**Dataset entries:**
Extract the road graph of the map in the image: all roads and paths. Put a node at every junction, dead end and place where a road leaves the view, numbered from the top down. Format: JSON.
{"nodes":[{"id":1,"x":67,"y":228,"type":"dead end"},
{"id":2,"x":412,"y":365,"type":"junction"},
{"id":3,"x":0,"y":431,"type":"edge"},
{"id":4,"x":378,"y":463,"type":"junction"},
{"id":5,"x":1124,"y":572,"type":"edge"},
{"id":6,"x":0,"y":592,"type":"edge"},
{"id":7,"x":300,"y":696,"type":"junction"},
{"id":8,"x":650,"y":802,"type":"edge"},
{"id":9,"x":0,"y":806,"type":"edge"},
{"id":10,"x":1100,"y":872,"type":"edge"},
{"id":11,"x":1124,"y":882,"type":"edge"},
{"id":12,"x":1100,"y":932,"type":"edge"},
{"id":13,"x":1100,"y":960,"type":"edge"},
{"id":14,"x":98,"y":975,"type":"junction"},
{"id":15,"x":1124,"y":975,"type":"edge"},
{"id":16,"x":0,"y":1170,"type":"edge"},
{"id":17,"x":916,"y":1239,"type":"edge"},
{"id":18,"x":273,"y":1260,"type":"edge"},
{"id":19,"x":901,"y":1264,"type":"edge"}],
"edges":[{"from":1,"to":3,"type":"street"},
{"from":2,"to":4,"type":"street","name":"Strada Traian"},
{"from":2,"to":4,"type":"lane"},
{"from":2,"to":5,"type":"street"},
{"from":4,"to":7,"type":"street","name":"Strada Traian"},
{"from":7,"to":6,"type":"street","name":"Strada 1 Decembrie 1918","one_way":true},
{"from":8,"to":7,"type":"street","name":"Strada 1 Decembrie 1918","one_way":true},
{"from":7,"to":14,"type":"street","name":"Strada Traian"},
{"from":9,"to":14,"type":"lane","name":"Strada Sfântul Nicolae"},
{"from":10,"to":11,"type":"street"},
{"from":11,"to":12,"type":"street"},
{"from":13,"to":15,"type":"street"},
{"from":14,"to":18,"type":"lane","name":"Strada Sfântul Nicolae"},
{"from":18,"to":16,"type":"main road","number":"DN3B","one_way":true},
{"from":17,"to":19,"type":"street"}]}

**WORK TASK:** Filter the data above by the word "lane" and copy every line that matches.

**TASK ANSWER:**
{"from":2,"to":4,"type":"lane"},
{"from":9,"to":14,"type":"lane","name":"Strada Sfântul Nicolae"},
{"from":14,"to":18,"type":"lane","name":"Strada Sfântul Nicolae"},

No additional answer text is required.